Aside from being written by the same odd bloke, on the same computer, at the same address, in the same room on the same table, this page is completely different to the rest of the site. I don’t suppose it can be that different, then. Can it?
Like many, many, (many) millions of other inhabitants of this wonderful Solar System of ours (some bits aren’t that wonderful, but we won’t go there) I think I can write. You know, stories and books and things.
Unfortunately……….there are not many others who think so. I blame them, of course; but whoever’s fault it works out to be, I think everybody would agree that this is not helpful to an aspiring author. It’s not even useful for say, a train driver, if nobody else thinks you can drive a train. I did try that once, but they wouldn’t let me anywhere near one, after I demonstrated conclusively that I couldn’t even find the door to get in, let alone the handle to stop it.
Once again I blamed everybody else (obviously; it was their fault). Which circuitously gets me to my point about the publishing industry. Let’s face it, anybody who can dig up a word like ‘circuitously’ and say it with a straight face, can’t be all bad as a writer. I even know what it means. Honest. This gets me, in a more or less random way, much as a pebble-dasher throws agregate at a wall; to publishers, agents, and marketing machines in general. Most of which I would quite like to throw agregate at.
Let’s not stop at those guys though; let’s have a shot at banks, building societies, estate agents (realtors), the record industry, the inland revenue, politics, et al. (You see, I even know about ‘et al’. He was the bloke who inadvertentlydevoured Albert.)

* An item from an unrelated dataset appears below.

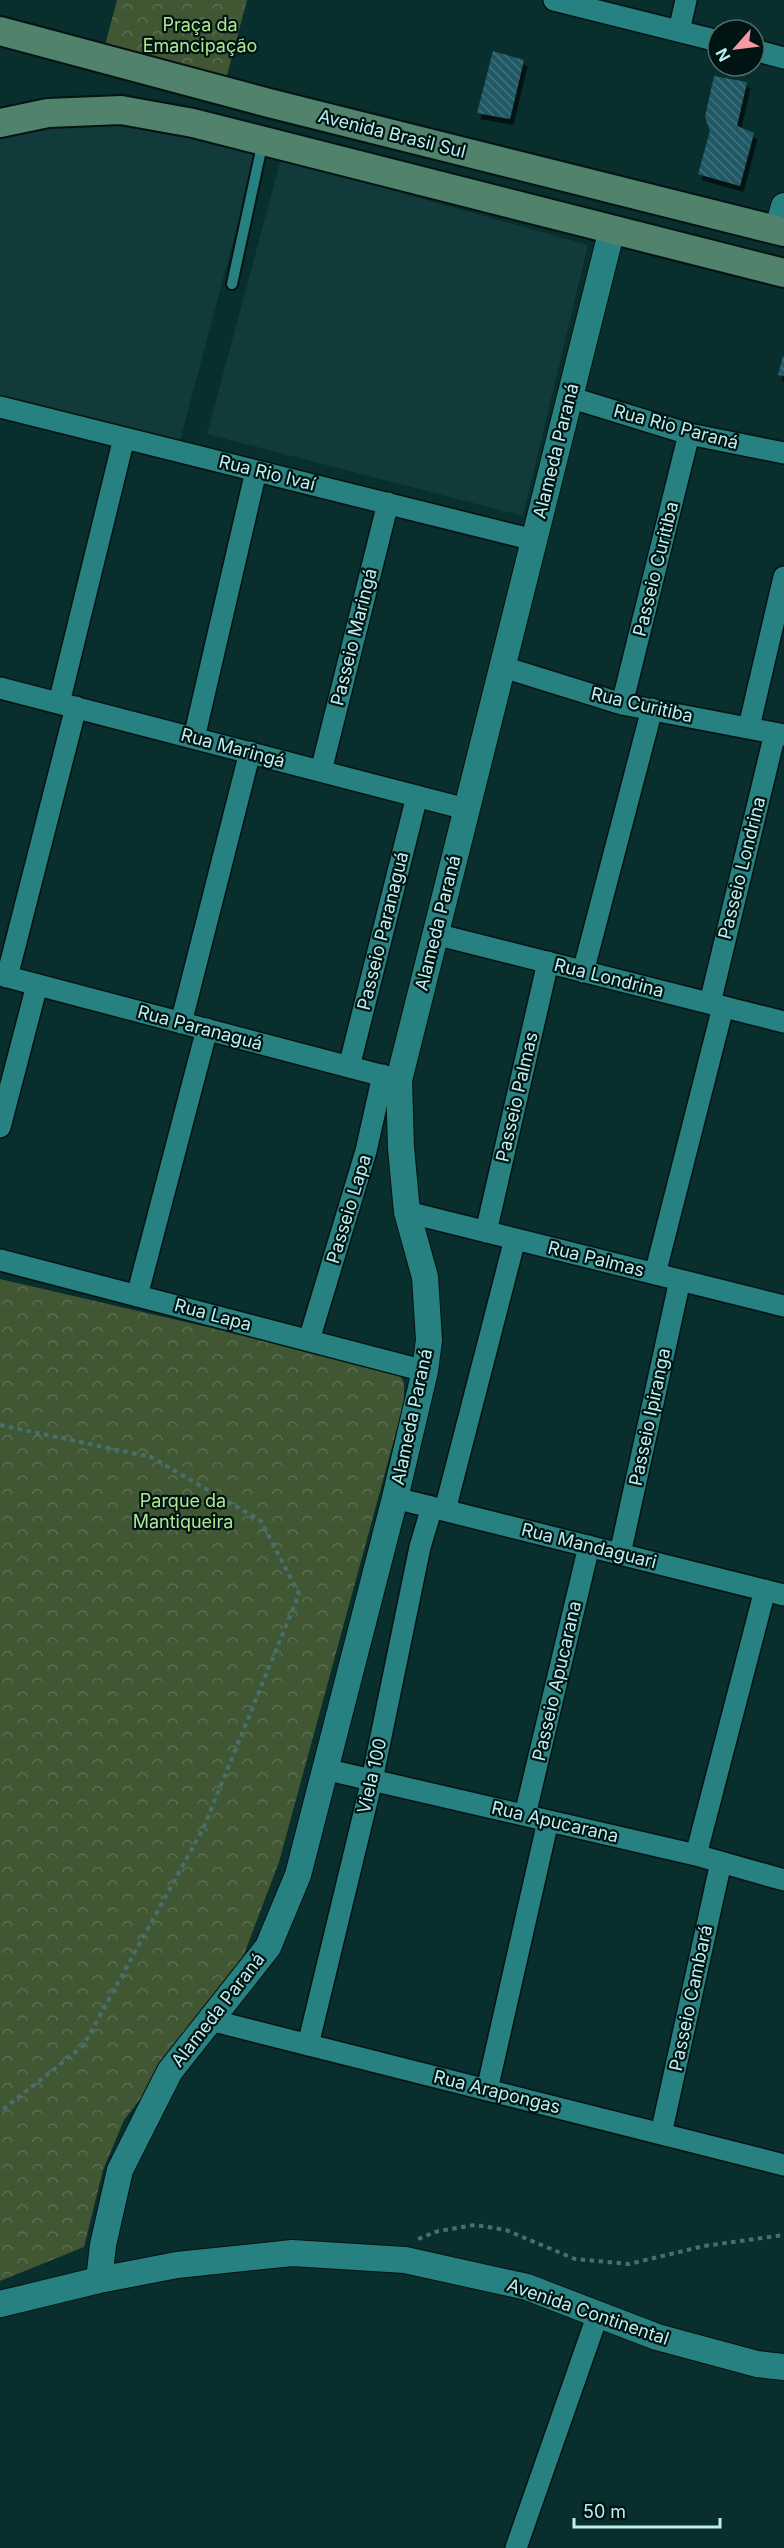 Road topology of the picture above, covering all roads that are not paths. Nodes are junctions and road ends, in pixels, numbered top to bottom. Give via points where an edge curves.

There is a common thread amongst all those in above mentioned list, which is but the tip of an unnerving iceberg; ever noticed it? None of them actually do anything. Nothing that is, other than collecting by circuitous means (there it is again) money from my pocket. If I wasn’t around they’d all be out of a job. Now you’re looking round for the fire bucket to stick your head in; (“He’s so far ‘off topic’, he’ll need a sat nav to find the table with the computer on.”) Bare with me. It’s best to check out the landscape before you get lost. It’s no good getting lost in say, the Sargasso Sea, if you’ve got deck shoes and an anorak. With that sort of kit you’d be better off getting lost at the Henley Regatta. At least the sandwiches aren’t bad; even if you need a mortage to own one.
My introductory thrust in my agent/publisher letter usually goes something like, “Dear assholes,” which I’ve been told does not produce an initially wonderful first impression. This is possibly why I haven’t actually had any. (First impressions, that is. You might need to look that up as it’s a bit publisher- jargonesque- sort of thing.) There is, oddly enough, a point to this introduction; there should be, as I am still able, even in my current state of decrepitude (No, you look it up; it’ll be good for you.) to distinguish the difference between an insult and a compliment. Here’s the reason.
You need to go onto some literary agent/publishers’ websites to check this lot out. The first thing you notice is that they are all ‘actively searching’ for submissions that are ‘quirky, unusual, left field, out-of the-box, unclassifiable, original, unique.’ What they really mean is that they want somebody to write Harry Potter again. Ms. Rolands was all these things of course; erm… thirty years ago when she couldn’t get a job. The record industry wants the same thing, except for it needs to be Sergeant Pepper. And forty years ago. I think it was Unwin who finally decided to publish The Lord of the Rings, utterly convinced that it wouldn’t make them a brass farthing. Today, whatever it is has to fit on a shelf. Then, it seemed that books seemed to matter a lot more than the shelves. Has it not occurred to anybody that a book that isn’t on a shelf is a lot more noticeable than all those that are. All you need is an extra plank to fit it on, surely.
The reason, (that I was on about a few volumes back) for my “Dear assholes” introduction, is a kind of filter. Just as a publisher/agent will sling your five years work out of the window because it’s not double-spaced or Times New Roman or got your name spelled in Sanscrit and isn’t held by the right coloured elastic band for that week; for myself, I’m particular about the company I keep, whether they be called agents, publishers or refuse collectors. A decent bloke (or lady) is an essential, not an extra.
“We get five hundred and forty-three submissions every twelve seconds” is no excuse. My answer to that is “If it’s all too much for you, go and do something useful, then.” If you don’t want a pee you shouldn’t be in the toilet.
Anyway, I’m sure to be ok. I’ve just written Harry Potter again.
There will be more of this drivel. I don’t know if that’s a threat or a promise.